Il y a cinquante ans, dans ma province, un immense tremblement.
Les feuilles devaient déjà être rouges.
Un attentat de plus.
Plus de trente mille perquisitions.
Plus de cinq cents arrestations sans mandat.
Et Simonne raconte :
Réveillée dans un matin sans lumière.
Le 16 octobre, 5h10, et elle ne comprend pas.
Elle vit avec un homme, on l’enlève.
Des policiers lui interdisent d’appeler, pas d’avocat.
Les deux plus jeunes sont en haut.
Elle grimpe à toute allure vers ses enfants.
D’autres officiers sont postés près du téléphone à l’étage, le pistolet sur l’appareil.
Comme un piège qui se referme.
Une réponse à la radio :
« Par une décision du Gouverneur général en conseil, la Loi sur les mesures de guerre, votée à 4h de la nuit, autorise les corps policiers à perquisitionner et à emmener sans mandat tout citoyen soupçonné d’affiliation ou même de sympathie au Front de Libération du Québec. »
Acmé d’une action violente, menée par un réseau indépendantiste.
Entre 1963 et 1967, presque une quarantaine de bombes de faibles puissances.
On s’en prend au symbole de la couronne britannique et du fédéralisme canadien.
Entre 1968 et 1970, c’est une soixantaine de bombes de forte puissance.
On attaque davantage le grand capital.
Mais elle, elle est profondément pacifiste.
Et lui, qui pense toujours tout fort, il n’utilise que les mots.

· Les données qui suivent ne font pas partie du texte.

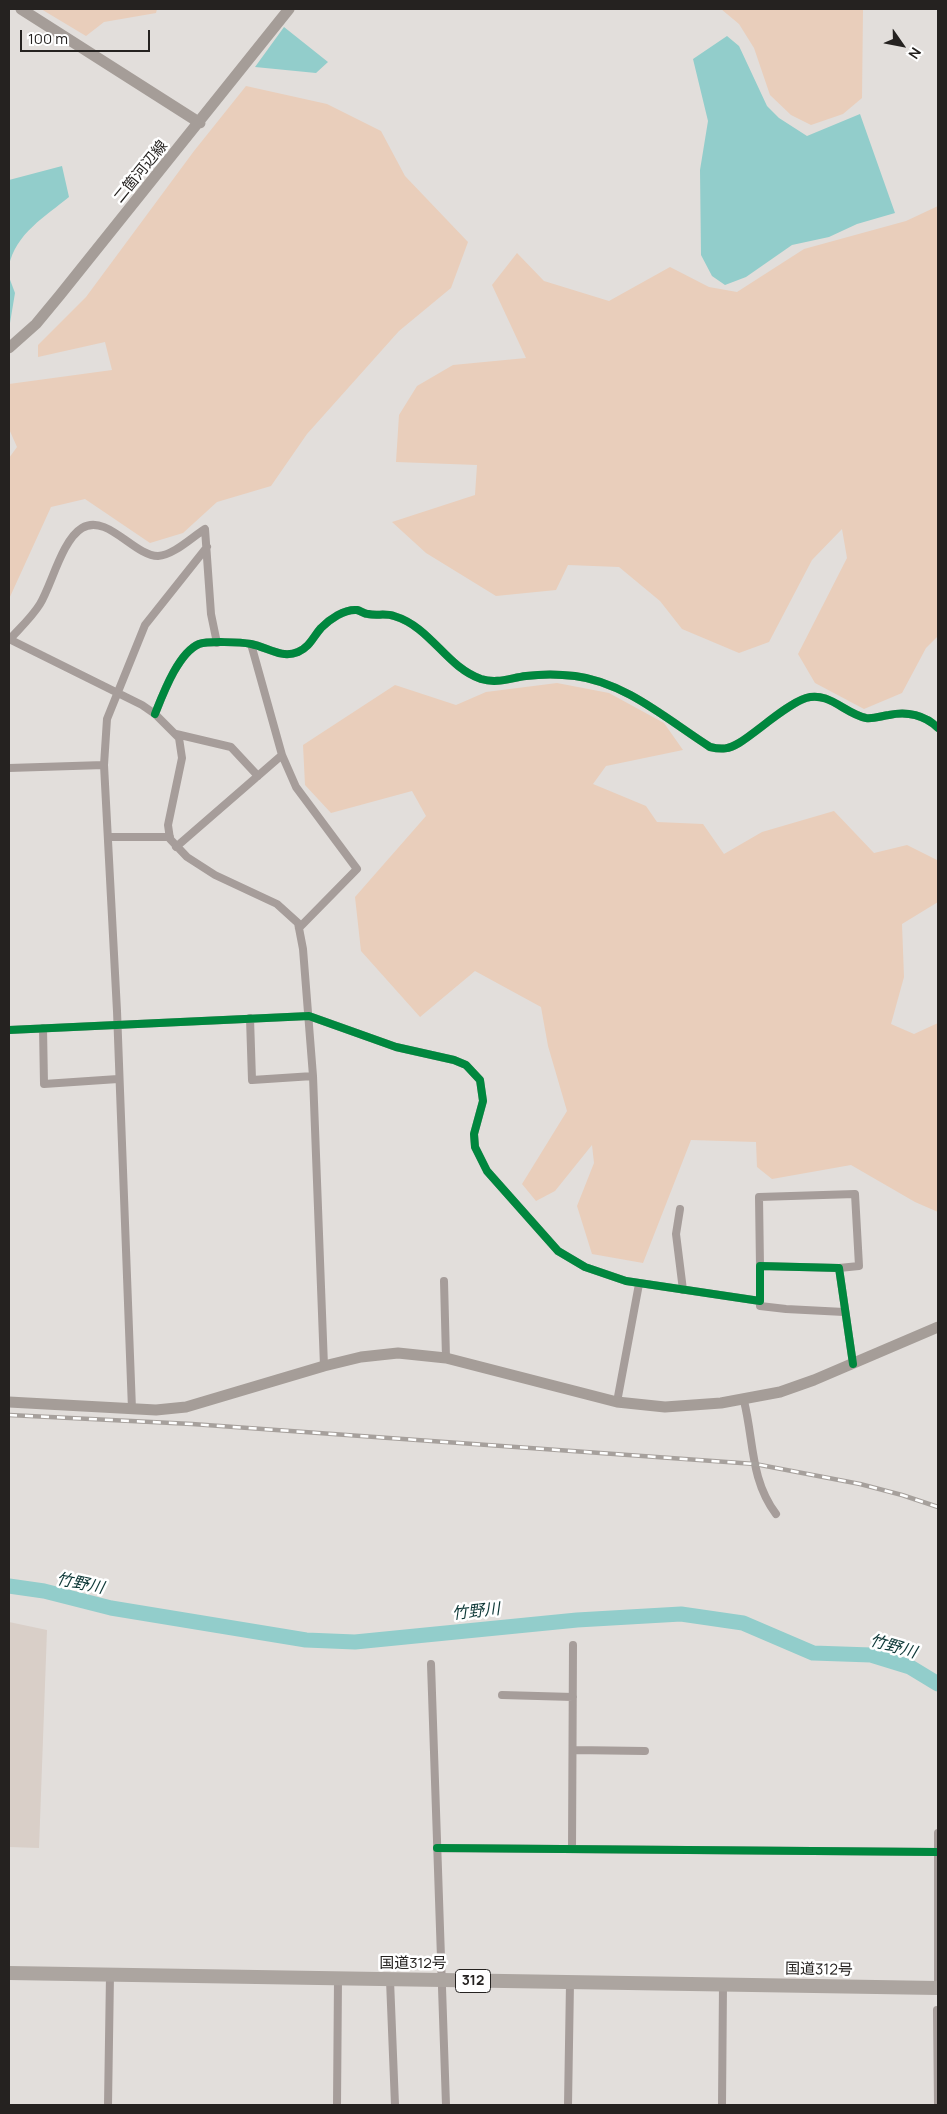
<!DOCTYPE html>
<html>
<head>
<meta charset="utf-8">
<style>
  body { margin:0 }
  #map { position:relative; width:947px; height:2114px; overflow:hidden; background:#e2dedb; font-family:Manrope,sans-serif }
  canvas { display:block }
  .frame { position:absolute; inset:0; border:10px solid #252220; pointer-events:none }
  .north { position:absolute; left:877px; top:20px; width:50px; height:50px; -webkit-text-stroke:4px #fff; paint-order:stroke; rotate:123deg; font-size:14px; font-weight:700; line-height:20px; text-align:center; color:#252220 }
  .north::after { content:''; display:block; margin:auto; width:18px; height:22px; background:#252220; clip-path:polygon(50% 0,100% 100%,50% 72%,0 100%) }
  .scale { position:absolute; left:20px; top:30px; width:130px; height:22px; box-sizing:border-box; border:2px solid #252220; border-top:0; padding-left:6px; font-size:15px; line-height:18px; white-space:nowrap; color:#252220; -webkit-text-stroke:4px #fff; paint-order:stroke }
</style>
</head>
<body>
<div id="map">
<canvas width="947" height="2114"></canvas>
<div class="frame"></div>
<div class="north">N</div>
<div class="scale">100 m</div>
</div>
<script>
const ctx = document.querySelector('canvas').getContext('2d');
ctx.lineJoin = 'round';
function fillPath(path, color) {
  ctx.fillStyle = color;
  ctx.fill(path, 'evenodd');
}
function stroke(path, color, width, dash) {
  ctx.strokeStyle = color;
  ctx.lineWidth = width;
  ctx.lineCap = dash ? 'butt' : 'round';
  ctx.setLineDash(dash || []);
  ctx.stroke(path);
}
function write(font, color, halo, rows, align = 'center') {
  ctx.font = font + ' Manrope,"Noto Sans JP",sans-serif';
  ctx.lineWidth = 5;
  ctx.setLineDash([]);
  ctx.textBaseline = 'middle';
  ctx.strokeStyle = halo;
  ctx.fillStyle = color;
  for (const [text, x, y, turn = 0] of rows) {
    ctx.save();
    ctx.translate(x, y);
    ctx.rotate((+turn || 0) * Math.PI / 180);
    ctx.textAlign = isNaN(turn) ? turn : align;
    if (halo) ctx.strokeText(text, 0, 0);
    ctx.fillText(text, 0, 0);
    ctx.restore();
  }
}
const built = new Path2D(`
  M9 1622 47 1630 39 1848 9 1847Z`);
const green = new Path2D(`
  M41 9H157L156 13 104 22 86 36Z
  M721 9H863L862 98 843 114 811 125 791 115 770 95 754 48 739 24Z
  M246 86 327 104 381 131 405 176 468 242 451 288 399 331 307 434 271 486 217 502 183 533 150 543 85 499 51 507 9 599V458L17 447 9 429V384L112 370 105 342 38 357V345L86 297 194 151Z
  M938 206V636L926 648 902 693 864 709 815 683 798 654 847 558 842 529 812 560 769 642 739 653 682 629 660 601 619 567 568 565 556 590 496 596 426 553 392 522 475 495 477 465 396 462 399 415 417 386 453 365 526 358 492 285 517 253 544 281 609 301 670 267 709 287 737 292 804 249 906 221Z
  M557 683 609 693 664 723 683 750 606 766 593 784 646 806 657 822 703 824 724 854 762 832 834 811 874 853 907 845 937 860 938 902 902 924 904 977 891 1024 914 1034 938 1023V1212L915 1202 851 1165 772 1179 757 1167 756 1142 691 1140 643 1263 592 1254 577 1206 594 1163 592 1145 555 1191 536 1201 522 1184 567 1111 548 1046 541 1007 475 971 420 1017 361 951 355 897 426 816 412 791 331 813 305 785 303 745 395 685 456 705 486 692Z`);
const water = new Path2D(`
  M284 27 328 62 316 73 255 67Z
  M727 36 739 46 767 106 779 118 807 136 860 114 895 213 857 224 829 237 792 245 746 277 725 285 712 276 701 255 700 170 708 121 693 59Z
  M62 166 69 197C46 216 15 234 9 266V180Z
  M9 277 15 293 9 329Z`);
const river = new Path2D(`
  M9 1586 44 1591 111 1608 306 1640 355 1642 577 1620 681 1614 743 1623 813 1653 871 1655 910 1667 938 1684`);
const street = new Path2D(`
  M9 639 142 705 155 714 179 738 182 758 168 825 170 839 187 857 215 875 277 904 298 923 303 949 313 1076 324 1366
  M10 639C20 628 32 617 40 604 52 584 62 540 82 528 107 513 134 556 158 556 174 555 192 537 205 529L211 614 217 643
  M251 644 282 755 296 787 357 869 299 928
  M155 714C163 694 178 653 199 644 207 641 241 642 251 644 267 647 281 659 298 652 310 647 313 637 321 628 330 619 344 609 357 610 361 611 364 614 368 614 376 616 386 613 394 616 431 627 446 667 481 679 497 684 510 678 526 676 541 674 559 674 575 676 625 682 669 721 710 747 722 750 729 749 739 743 757 732 787 704 806 698 829 691 845 714 866 718 874 719 881 716 889 715 907 711 925 715 938 728
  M176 734 231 747 258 776
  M9 768 104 765
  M108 837H170
  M176 847 282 755
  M250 1018 252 1080 313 1076
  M43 1028 44 1084 118 1079
  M9 1030 309 1016 396 1047 454 1060 466 1065 480 1080 483 1101 474 1134 475 1147 487 1171 558 1251 585 1267 626 1281 760 1301V1266L839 1268 853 1364
  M680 1209 676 1234 683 1290
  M760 1266 759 1197 855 1194 859 1266 839 1268
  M444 1281 446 1358
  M760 1301V1306L786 1309 844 1312
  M744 1401C754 1441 750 1479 776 1514
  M617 1402 639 1284
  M132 1409 117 1011 104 765 107 719 145 625 207 547
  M431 1664 446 2105
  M502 1695 573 1697
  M573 1750 645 1751
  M437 1848 938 1852
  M572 1849 573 1645
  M390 1980 395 2105
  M938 1988V1833
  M937 2010 938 2105
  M108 2105 110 1975
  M337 2105 338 1979
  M568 2105 570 1983
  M722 2105 723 1985`);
const secondary = new Path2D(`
  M21 9 200 123
  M9 348 36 324 60 295 289 9
  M9 1402 156 1410 186 1407 324 1366 361 1357 398 1353 446 1358 617 1402 665 1407 721 1403 780 1392 814 1380 938 1327`);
const highway = new Path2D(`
  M9 1973 938 1988`);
const rail = new Path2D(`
  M9 1415 192 1424 755 1464 860 1484 902 1495 938 1507`);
const cycleway = new Path2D(`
  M155 714C163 694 178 653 199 644 207 641 241 642 251 644 267 647 281 659 298 652 310 647 313 637 321 628 330 619 344 609 357 610 361 611 364 614 368 614 376 616 386 613 394 616 431 627 446 667 481 679 497 684 510 678 526 676 541 674 559 674 575 676 625 682 669 721 710 747 722 750 729 749 739 743 757 732 787 704 806 698 829 691 845 714 866 718 874 719 881 716 889 715 907 711 925 715 938 728
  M9 1030 309 1016 396 1047 454 1060 466 1065 480 1080 483 1101 474 1134 475 1147 487 1171 558 1251 585 1267 626 1281 760 1301V1266L839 1268 853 1364
  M437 1848 938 1852`);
const shields = [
  [473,1981,35]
];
const shieldNames = [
  ["312",473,1981]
];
const streetNames = [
  ["二箇河辺線",141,172,-51],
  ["国道312号",413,1964],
  ["国道312号",819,1970,1]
];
const waterNames = [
  ["竹野川",80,1584,12],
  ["竹野川",476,1612,-6],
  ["竹野川",893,1647,16]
];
fillPath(built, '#d9cfc8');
fillPath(green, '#e9cebb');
fillPath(water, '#92cdcb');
stroke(river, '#92cdcb', 15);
stroke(street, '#a69d9a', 8);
stroke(secondary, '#a59d98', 11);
stroke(highway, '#aca5a0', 14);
stroke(rail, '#a6a09c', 4.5);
stroke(rail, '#fff', 2.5, [8]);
stroke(cycleway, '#00873e', 8);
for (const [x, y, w] of shields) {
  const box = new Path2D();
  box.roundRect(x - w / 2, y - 11.5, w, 23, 4);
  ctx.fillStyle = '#fff';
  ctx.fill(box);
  stroke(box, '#252220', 1);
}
write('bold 14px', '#252220', null, shieldNames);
write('15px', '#252220', '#fff', streetNames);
write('italic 16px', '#0c3736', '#fff', waterNames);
</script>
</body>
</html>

Ni violence physique, ni clandestinité.
Et là, la tête froide, avec cette pointe d’ironie bien à lui,
Là, dans une nuit qui se termine à peine :
« Attendez-moi, je vais me raser, me faire beau pour la Reine. Pendant ce temps-là, ma femme va vous offrir une bière… »

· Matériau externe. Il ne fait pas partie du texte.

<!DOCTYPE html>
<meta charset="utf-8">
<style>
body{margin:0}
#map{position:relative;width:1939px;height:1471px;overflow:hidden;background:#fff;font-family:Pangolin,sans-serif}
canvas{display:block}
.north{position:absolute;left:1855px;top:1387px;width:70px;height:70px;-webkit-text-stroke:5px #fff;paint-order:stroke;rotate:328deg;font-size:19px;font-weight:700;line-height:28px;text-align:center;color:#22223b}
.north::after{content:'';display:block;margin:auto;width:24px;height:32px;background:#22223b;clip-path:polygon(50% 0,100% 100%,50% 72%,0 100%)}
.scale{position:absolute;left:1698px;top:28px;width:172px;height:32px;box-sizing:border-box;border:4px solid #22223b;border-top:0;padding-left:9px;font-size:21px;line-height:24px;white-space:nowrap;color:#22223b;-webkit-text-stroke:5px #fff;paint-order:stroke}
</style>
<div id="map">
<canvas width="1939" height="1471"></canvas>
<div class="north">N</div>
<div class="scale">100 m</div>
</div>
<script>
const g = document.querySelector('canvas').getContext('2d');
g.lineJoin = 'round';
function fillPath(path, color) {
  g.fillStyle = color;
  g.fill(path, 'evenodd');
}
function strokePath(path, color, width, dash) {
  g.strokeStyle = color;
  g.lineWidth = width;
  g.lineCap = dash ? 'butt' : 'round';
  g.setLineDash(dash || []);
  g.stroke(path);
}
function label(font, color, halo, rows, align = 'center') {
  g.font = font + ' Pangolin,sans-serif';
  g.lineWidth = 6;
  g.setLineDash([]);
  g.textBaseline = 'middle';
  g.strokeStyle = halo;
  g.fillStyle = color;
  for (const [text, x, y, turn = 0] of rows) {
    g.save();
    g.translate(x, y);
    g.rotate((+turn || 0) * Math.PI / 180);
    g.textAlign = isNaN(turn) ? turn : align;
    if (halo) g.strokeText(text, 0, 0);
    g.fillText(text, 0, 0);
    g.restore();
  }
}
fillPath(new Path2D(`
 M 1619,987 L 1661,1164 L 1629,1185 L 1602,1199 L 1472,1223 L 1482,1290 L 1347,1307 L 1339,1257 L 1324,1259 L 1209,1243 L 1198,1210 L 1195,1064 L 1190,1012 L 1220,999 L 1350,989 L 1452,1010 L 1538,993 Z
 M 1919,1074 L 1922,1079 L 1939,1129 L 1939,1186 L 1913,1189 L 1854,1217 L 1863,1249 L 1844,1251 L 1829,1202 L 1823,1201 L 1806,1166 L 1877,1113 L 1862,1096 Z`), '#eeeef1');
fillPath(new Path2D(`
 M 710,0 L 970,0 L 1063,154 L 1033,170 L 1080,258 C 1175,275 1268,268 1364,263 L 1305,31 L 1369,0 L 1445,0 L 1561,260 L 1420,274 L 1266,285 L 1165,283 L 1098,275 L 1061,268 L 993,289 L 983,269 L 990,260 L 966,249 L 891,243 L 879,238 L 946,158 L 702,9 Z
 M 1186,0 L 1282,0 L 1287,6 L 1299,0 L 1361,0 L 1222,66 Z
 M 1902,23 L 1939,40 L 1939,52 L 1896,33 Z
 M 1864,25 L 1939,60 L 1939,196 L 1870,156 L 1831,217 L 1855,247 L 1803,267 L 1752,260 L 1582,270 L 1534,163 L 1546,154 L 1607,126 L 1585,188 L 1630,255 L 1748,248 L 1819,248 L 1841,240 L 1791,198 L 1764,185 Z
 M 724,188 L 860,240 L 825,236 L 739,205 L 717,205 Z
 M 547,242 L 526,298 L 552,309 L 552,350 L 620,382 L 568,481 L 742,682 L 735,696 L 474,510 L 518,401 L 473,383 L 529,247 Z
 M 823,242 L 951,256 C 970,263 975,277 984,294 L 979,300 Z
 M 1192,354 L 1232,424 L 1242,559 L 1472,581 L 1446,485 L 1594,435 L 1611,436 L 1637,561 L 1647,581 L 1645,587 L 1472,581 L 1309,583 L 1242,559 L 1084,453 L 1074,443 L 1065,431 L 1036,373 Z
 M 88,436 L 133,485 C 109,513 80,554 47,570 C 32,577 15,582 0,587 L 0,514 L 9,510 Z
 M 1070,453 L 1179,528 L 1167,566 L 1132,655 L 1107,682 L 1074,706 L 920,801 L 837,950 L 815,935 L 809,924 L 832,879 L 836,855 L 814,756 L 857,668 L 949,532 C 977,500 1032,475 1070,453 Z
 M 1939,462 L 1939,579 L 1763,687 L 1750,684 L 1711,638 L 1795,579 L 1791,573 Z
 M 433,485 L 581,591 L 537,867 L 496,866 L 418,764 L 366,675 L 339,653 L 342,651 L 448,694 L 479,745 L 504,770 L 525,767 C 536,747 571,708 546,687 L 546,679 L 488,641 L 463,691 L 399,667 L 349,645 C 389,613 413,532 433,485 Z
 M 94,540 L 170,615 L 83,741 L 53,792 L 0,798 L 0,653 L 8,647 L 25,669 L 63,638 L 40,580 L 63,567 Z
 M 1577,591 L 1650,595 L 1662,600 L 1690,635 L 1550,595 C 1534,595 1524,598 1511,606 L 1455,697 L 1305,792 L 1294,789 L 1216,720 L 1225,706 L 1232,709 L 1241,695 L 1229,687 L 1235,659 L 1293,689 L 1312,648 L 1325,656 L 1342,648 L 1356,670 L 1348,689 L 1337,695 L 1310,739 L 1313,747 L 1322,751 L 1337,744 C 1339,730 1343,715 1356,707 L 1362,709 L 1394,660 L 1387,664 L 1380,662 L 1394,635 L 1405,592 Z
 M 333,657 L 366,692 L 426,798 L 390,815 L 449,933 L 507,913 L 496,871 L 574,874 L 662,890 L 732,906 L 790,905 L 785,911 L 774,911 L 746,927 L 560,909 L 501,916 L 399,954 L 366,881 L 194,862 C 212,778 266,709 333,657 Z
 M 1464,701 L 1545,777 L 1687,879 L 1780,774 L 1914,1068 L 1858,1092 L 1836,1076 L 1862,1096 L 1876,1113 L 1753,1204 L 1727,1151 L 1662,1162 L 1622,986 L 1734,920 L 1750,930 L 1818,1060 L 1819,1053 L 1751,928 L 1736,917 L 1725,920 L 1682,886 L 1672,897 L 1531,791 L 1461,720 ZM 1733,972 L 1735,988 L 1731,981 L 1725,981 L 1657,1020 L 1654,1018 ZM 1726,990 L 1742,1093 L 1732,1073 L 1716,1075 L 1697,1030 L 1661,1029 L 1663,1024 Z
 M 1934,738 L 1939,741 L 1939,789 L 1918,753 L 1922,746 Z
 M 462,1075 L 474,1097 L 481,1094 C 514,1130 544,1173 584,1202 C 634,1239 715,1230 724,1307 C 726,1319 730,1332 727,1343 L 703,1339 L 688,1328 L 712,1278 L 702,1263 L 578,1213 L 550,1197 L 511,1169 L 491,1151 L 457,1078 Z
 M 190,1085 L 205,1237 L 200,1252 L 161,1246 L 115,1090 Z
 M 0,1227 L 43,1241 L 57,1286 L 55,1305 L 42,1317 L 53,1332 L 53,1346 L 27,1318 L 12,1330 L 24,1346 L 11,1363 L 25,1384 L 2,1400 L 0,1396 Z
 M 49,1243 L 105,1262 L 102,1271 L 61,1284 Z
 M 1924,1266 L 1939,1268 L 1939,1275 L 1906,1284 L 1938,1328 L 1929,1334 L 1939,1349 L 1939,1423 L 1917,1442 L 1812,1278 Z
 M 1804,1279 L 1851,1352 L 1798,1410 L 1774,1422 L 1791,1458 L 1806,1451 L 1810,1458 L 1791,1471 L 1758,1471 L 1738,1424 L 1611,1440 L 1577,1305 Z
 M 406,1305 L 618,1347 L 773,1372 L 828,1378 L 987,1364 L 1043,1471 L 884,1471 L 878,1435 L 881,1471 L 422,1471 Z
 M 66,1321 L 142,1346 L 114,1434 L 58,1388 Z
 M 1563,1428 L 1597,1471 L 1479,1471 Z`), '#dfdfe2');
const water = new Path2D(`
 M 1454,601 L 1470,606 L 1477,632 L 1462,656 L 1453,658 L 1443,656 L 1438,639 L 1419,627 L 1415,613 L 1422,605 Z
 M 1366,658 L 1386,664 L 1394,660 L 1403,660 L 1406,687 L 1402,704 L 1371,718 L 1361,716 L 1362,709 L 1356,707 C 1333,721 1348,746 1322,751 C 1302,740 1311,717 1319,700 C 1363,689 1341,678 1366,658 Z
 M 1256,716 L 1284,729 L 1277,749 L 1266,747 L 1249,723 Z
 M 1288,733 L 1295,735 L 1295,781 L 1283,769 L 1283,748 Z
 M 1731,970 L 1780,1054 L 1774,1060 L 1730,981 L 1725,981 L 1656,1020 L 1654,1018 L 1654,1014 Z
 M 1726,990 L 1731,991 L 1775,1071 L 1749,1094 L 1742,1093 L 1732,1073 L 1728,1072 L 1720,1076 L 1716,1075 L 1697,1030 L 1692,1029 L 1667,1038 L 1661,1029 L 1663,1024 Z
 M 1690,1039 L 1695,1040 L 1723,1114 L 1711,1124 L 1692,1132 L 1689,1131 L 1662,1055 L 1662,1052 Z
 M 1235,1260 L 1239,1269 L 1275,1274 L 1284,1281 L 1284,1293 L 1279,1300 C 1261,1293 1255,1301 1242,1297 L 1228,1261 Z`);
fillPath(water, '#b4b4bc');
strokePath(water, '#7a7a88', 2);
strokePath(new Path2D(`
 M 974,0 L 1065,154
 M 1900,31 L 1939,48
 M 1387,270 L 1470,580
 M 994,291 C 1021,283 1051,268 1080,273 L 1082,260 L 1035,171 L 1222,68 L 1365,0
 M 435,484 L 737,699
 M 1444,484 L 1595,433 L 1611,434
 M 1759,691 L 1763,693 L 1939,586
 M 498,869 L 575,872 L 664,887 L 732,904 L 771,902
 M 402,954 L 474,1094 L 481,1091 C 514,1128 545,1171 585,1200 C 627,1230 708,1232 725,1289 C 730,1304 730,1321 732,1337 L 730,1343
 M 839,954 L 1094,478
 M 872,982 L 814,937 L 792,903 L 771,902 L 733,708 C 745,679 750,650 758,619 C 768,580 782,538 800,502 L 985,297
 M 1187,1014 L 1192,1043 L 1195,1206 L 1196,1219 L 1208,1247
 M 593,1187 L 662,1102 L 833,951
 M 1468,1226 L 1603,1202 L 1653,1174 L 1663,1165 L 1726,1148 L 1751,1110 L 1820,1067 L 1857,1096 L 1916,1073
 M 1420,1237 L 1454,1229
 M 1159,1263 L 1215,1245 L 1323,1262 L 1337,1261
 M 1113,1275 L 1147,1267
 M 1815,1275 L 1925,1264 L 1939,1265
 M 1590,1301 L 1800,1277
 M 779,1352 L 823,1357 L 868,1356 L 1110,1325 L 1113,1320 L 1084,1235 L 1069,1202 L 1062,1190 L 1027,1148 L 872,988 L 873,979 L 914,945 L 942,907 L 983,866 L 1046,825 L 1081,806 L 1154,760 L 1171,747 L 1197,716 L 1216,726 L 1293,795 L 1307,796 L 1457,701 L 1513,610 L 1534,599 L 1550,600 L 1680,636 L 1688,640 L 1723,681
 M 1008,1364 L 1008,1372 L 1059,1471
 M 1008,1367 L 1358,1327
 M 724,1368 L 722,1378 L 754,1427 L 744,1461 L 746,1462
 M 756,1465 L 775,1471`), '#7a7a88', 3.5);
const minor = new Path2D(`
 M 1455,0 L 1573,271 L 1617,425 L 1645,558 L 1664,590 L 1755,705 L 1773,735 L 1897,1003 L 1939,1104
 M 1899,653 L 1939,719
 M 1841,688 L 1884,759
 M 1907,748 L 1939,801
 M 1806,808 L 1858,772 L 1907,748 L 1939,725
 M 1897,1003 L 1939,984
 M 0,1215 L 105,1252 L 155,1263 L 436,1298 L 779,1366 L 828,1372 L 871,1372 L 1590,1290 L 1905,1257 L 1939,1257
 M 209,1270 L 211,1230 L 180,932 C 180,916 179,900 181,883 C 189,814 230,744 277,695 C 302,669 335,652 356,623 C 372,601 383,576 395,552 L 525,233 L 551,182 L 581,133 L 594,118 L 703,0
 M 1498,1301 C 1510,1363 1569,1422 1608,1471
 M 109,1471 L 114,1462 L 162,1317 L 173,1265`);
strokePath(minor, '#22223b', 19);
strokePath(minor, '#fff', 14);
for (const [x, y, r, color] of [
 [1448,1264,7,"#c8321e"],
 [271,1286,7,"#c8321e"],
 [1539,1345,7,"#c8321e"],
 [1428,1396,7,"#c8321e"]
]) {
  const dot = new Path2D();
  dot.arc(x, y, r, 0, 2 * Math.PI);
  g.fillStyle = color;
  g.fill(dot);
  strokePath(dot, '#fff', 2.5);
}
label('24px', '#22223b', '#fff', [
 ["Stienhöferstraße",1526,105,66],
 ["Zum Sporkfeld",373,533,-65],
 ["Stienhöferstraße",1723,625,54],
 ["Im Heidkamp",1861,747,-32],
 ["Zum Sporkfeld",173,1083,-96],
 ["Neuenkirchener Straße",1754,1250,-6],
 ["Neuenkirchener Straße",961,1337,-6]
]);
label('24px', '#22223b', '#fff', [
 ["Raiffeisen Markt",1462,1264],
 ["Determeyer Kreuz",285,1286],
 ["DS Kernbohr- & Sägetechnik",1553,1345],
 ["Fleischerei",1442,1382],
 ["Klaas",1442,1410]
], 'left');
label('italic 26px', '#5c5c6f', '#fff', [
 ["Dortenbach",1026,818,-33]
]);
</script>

5h 10, il vient de quitter subitement la maison, encadré par deux policiers de la Sureté du Québec, et deux autres de la Gendarmerie royale.
« Ne t’inquiète pas pour moi ! La prison, ça ne me fait pas peur. Prends bien soin de toi. A bientôt j’espère. »
5h10, un sentiment d’indignation et d’impuissance monte rapidement, envahit tout.
Les enfants s’en vont, vont vivre ailleurs, pour un moment.
Simonne va s’asseoir au bout de l’immense table de la cuisine.
Elle est seule, toute seule.
Il faut remettre en place les livres sortis de la bibliothèque, sur les bureaux de travail, les dossiers renversés par les forces de l’ordre.
Il faut répondre au téléphone,
Aux inquiétudes de toute la famille,
À la curiosité sans limite des journalistes, de la radio, de la télévision.
Il faut arroser les plantes.
De militante en couple avec un militant, elle est devenue femme d’un prisonnier politique.
Vingt-et-un jours durant, elle ne saura même pas où il est.
Aucune nouvelle.
Et il faudra attendre quatre longs mois avant de le retrouver.
Quatre mois d’attente.
En attendant, elle affronte les lettres de menace de mort.
Les trois micros placés dans la maison.
Les policiers qui, dans le noir de la nuit, la sortent de sa propre demeure sous prétexte d’une attaque à la bombe.
Les fouilles trop intimes et régulières, à la prison de Parthenais.
Le parloir où il faut choisir entre le regard ou la voix, car la fente qui permet de communiquer est placée trop bas.
Les droits et libertés sont tombés, la démocratie a terni.
Octobre a fait entrer le Québec dans un automne terriblement froid.
L’armée est entrée, le silence a suivi.
Mais il lui écrit : « Nous reverrons le soleil.
Et le printemps est dans l’hiver ».
Et Simonne a continué de se battre, avec une ténacité et un courage de femme.
Un son : Eille ! est une chanson de Pauline Julien, chanteuse et militante, proche de Simonne Monet-Chartrand. La nuit du 16 octobre 1970, la chanteuse est elle aussi embarquée et passe huit jours en prison. Eille ! est chanté lors d’une soirée au Gésù, à Montréal, en janvier 1971. Cette soirée a été organisée en soutien aux personnes incarcérées lors de la crise d’octobre 1970.
Un texte : Cinquante ans après les événements d’octobre 1970, Marion Bonneau écrit pour rendre hommage à sa grand-mère. Texte inspiré de l’autobiographie de Simonne Monet-Chartrand, Ma vie comme rivière.
Un visuel : Photographie de Simonne Monet-Chartrand choisie par Dominique Chartrand.